**TRY IT**
Reproduce the section of the listing that begins at the line containing "pinky pip: (360, 346)" and finishes at the line containing "pinky tip: (626, 281)". Include both end lines and nothing beyond them.

DATA UNDER STUDY below:

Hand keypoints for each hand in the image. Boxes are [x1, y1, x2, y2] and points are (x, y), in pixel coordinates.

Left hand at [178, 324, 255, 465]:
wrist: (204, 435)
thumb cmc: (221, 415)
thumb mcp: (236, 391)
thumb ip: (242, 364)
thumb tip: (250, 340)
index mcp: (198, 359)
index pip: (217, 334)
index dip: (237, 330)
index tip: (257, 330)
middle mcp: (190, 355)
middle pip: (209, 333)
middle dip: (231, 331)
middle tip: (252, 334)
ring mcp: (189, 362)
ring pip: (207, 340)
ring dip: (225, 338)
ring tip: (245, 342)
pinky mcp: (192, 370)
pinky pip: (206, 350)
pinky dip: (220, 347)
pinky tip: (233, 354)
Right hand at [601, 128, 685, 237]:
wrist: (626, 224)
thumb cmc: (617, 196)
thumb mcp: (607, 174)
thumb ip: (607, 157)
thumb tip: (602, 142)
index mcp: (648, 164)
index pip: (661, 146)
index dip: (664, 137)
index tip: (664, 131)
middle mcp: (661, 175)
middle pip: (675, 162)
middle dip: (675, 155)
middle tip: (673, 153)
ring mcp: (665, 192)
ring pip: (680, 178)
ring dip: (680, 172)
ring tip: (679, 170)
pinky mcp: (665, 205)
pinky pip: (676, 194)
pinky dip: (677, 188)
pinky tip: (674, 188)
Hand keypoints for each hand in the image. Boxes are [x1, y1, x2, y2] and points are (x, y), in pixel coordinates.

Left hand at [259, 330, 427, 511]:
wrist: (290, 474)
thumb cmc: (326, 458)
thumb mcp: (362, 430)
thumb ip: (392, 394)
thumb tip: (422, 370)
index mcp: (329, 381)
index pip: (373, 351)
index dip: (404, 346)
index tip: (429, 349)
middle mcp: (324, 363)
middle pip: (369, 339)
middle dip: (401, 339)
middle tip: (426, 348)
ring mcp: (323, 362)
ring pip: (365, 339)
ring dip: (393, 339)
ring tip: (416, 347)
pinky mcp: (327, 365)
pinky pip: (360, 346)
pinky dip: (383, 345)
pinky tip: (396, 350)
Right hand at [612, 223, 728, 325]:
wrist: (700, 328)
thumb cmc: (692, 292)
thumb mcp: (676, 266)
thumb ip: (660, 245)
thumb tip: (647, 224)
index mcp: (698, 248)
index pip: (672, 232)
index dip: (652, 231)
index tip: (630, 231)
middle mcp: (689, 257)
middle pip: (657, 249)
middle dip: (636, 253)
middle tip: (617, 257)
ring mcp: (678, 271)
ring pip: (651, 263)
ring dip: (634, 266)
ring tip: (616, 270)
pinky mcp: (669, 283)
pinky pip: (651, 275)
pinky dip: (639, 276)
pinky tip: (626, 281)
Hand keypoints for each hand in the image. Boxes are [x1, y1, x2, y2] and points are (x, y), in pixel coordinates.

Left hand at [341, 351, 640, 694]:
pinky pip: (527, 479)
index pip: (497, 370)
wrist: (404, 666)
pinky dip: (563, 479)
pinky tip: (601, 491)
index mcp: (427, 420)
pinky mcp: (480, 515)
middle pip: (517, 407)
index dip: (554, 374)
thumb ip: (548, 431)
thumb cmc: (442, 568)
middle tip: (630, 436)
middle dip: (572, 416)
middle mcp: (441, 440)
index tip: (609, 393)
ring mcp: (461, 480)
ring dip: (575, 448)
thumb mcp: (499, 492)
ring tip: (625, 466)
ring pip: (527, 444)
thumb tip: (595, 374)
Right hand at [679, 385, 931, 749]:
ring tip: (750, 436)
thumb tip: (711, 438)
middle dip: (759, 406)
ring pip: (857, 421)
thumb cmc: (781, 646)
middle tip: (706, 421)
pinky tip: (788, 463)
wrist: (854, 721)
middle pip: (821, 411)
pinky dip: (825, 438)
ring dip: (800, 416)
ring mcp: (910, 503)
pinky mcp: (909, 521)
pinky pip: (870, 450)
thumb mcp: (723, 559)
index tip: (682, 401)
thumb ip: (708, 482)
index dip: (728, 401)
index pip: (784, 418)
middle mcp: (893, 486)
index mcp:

End of DATA UNDER STUDY.

**OUTPUT BELOW**
pinky pip: (360, 346)
pinky dip: (383, 345)
pinky tip: (396, 350)
Right hand at [612, 223, 728, 325]:
wrist: (700, 328)
thumb cmc: (692, 292)
thumb mcp: (676, 266)
thumb ip: (660, 245)
thumb tip: (647, 224)
index mcp: (698, 248)
index pip: (672, 232)
index dip: (652, 231)
index tip: (630, 231)
middle mcp: (689, 257)
middle pip: (657, 249)
middle dip: (636, 253)
middle tip: (617, 257)
ring mcp: (678, 271)
ring pip: (651, 263)
ring dip: (634, 266)
ring tip: (616, 270)
pinky mcp: (669, 283)
pinky pip: (651, 275)
pinky dip: (639, 276)
pinky tip: (626, 281)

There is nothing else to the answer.